The app, unveiled yesterday for Apple iPhones and coming soon to the Android platform, allows customers to make payments from their mobile phone to anyone with an email address, phone number or Facebook friendship, as well as to merchants via the near field communications standard. It represents the latest in a wave of such apps, with similar platforms including ANZ Bank’s goMoney system and the Pollenizer-backed Pygg, which focuses on Twitter payments.

However, speaking via email yesterday, Australian Privacy Foundation chair Roger Clarke pointed out that many people didn’t necessarily want a complete payments trail collected by their financial institutions. “Examples of such people,” Clarke said, referring to a paper he wrote as early as 1999 on the issue, “include VIPs, celebrities, notorieties, different-thinkers, victims of domestic violence, people in sensitive occupations such as prison management and psychiatric health care, protected witnesses, and undercover law enforcement and security operatives”.

It is believed that financial institutions can be forced to divulge aspects of their customers’ financial records through certain legal processes.
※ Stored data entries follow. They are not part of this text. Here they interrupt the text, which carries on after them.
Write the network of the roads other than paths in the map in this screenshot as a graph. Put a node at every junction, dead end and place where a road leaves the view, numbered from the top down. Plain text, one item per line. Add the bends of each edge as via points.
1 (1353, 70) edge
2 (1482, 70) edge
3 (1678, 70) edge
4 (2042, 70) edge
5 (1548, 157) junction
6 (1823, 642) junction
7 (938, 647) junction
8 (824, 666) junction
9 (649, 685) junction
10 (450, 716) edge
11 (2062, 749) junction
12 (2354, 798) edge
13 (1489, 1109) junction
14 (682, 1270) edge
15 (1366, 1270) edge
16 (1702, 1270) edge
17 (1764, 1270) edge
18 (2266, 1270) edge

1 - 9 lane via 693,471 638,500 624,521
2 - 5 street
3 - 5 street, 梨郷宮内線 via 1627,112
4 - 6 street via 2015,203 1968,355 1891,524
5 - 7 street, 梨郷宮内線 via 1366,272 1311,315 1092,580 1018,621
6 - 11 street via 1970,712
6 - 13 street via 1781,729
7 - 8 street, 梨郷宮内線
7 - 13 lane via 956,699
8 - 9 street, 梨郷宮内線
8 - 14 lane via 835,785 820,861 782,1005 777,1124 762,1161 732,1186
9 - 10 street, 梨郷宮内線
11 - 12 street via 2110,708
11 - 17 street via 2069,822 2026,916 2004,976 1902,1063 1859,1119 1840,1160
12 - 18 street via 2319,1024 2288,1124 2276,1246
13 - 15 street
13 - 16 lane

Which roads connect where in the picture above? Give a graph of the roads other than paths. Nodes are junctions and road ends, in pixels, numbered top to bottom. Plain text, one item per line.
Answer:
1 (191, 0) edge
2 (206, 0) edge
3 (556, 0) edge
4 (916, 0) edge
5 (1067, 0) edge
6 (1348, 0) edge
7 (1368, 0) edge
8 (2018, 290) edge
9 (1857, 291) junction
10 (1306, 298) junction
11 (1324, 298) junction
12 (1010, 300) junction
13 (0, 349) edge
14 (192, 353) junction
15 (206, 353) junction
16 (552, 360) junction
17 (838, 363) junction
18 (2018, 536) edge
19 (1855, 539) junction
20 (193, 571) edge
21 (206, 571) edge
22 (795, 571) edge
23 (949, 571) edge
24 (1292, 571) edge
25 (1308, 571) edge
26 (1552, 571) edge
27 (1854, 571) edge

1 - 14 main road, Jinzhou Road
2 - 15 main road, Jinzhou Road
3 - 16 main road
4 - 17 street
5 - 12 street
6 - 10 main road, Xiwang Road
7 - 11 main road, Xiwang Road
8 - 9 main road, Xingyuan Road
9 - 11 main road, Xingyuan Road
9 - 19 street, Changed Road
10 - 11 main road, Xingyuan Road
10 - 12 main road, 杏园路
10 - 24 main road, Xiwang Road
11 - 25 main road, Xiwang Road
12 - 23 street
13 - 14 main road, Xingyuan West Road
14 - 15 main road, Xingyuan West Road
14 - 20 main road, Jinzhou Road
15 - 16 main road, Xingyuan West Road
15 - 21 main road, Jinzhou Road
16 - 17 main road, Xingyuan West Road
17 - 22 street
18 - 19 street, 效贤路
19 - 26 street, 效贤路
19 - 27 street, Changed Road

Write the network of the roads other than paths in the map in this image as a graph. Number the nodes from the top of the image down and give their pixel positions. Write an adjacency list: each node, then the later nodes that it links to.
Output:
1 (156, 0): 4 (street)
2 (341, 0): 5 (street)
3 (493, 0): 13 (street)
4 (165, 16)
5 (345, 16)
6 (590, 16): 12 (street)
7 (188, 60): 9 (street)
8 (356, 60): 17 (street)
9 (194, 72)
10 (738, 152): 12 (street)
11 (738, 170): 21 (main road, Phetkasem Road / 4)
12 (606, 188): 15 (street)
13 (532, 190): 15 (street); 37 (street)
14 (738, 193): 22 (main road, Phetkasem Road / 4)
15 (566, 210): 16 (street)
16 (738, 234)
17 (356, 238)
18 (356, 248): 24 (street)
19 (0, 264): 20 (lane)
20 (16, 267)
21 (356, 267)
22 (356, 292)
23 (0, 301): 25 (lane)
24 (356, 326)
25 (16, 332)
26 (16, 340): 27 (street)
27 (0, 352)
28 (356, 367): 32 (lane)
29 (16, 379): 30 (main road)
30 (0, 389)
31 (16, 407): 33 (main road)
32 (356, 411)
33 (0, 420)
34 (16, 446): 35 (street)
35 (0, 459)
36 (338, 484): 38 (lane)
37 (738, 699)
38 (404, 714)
The ISP industry is already facing a similar issue, with organisations such as Movie Rights Group using the courts to seek customer information relating to Australians who have allegedly illegally downloaded copyrighted films online.

Clarke said a topical example of someone who might not want all of their financial data tracked might be a protestor at a political gathering such as the current Commonwealth Heads of Government Meeting in Perth, “who is very well-advised not to generate high-intensity trails of location data”.

Location data in general, Clarke wrote in his 1999 paper, could be used by governments and the private sector in order to generate behavioural patterns against individuals, allowing the public sector to generate “suspicion” against individuals matching certain patterns, and the private sector to “classify the individual into micro-markets and thereby to manipulate consumer behaviour”. In addition, Clarke warned at the time that such data could lead to a substantially enhanced scope for politically damaging and personally embarrassing diclosures, blackmail and extortion, as well as “a vast increase” in so-called circumstantial evidence in criminal cases.

“The focus of public concerns is usually exercise of power by the State, but these technologies also greatly empower corporations,” the privacy advocate wrote. “The capability will be useful in dealing with troublesome opponents, such as competitors, regulators and lobbyists, but also employees, whistleblowers, consumer activists, customers and suppliers.”

As an alternative to transactions linked to individuals’ bank accounts, some cards are available in countries like France (the Mon€o card), which allow users to make anonymous transactions for small amounts, as an alternative to using cash.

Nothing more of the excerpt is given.